START Data listing
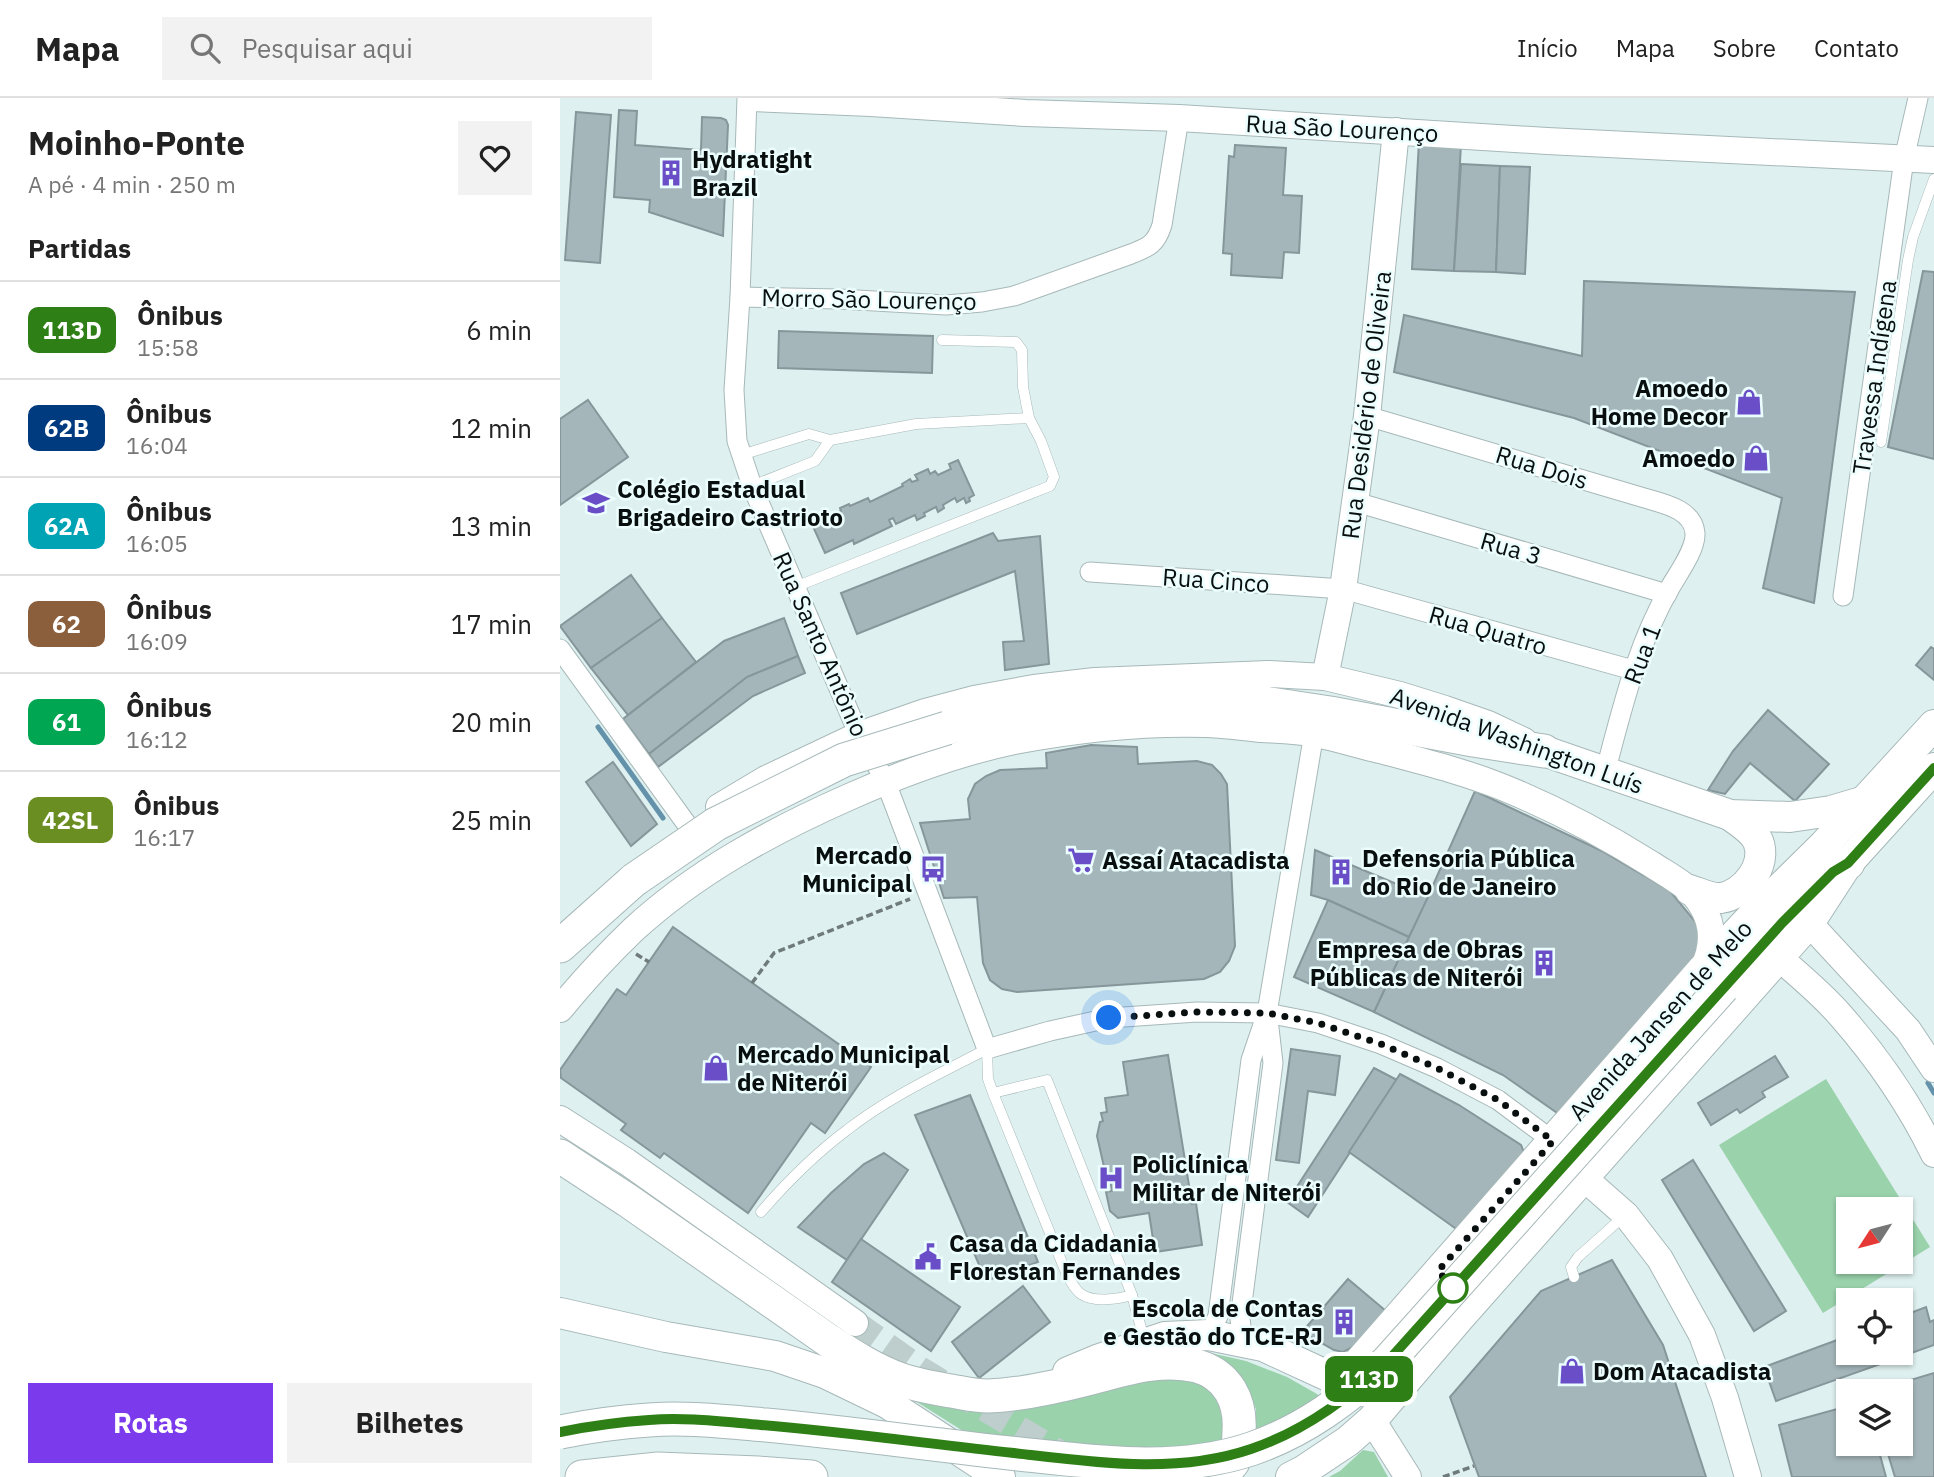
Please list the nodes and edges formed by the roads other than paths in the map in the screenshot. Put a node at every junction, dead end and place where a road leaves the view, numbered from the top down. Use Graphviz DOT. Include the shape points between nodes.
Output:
END Data listing
START Data listing
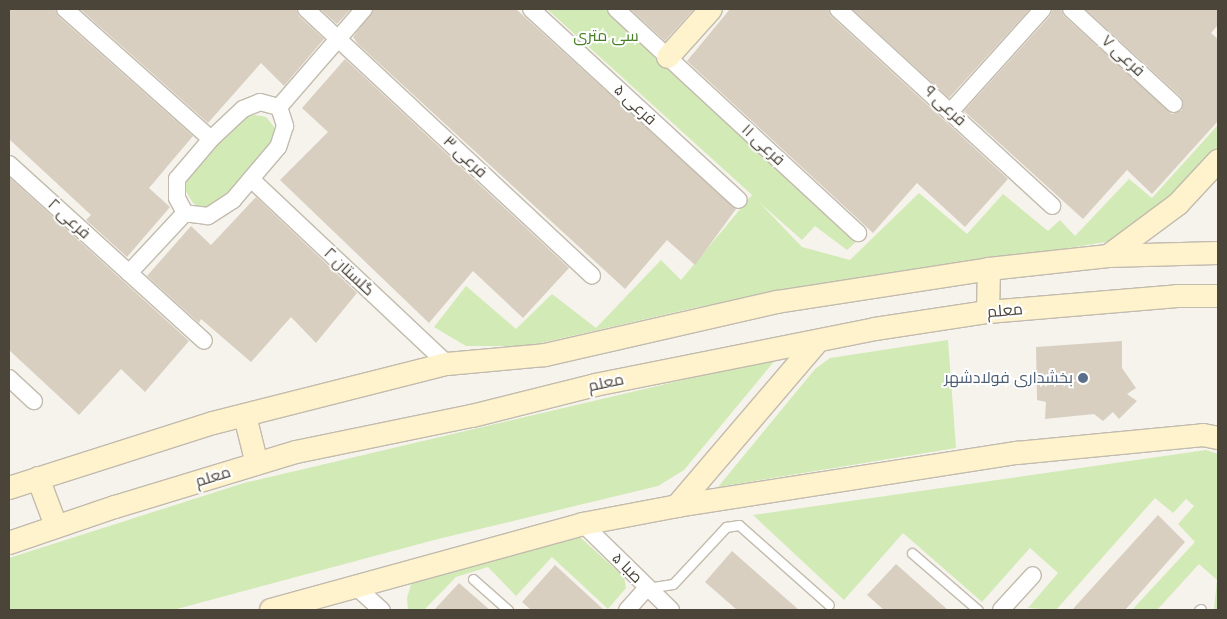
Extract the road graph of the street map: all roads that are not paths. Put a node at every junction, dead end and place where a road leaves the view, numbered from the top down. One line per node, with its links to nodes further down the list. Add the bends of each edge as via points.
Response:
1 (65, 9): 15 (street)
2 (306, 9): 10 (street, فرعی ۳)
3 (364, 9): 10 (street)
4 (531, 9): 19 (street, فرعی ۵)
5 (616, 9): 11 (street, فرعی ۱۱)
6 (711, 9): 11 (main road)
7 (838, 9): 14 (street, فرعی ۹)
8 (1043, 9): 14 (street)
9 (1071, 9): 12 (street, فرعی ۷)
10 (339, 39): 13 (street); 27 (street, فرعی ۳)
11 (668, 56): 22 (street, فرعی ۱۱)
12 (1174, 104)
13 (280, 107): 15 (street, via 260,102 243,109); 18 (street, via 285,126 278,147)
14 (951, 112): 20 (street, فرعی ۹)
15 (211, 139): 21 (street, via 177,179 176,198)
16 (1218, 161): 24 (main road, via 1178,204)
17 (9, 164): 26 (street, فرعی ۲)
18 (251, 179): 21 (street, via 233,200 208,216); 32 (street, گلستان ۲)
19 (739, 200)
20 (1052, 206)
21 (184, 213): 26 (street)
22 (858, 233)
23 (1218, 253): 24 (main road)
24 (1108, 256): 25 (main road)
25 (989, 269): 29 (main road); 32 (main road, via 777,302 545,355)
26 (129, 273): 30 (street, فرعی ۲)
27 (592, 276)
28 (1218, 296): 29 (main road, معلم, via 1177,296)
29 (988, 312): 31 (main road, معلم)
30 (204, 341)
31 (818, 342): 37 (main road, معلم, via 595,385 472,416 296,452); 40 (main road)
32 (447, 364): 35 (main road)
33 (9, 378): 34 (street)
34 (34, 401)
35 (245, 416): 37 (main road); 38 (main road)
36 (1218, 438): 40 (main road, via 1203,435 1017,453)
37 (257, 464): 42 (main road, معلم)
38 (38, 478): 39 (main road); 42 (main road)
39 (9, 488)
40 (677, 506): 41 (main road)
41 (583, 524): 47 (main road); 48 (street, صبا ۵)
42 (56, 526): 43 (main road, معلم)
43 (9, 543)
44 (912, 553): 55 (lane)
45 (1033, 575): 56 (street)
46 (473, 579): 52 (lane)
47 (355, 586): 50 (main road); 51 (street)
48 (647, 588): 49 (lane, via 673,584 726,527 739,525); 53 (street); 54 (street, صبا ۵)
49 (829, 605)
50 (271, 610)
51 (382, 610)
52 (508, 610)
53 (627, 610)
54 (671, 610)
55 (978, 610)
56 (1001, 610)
END Data listing
__Problem__. Across all the entries, count the lines that contain the word "every" and give the number by itself.

__Task solution__. 2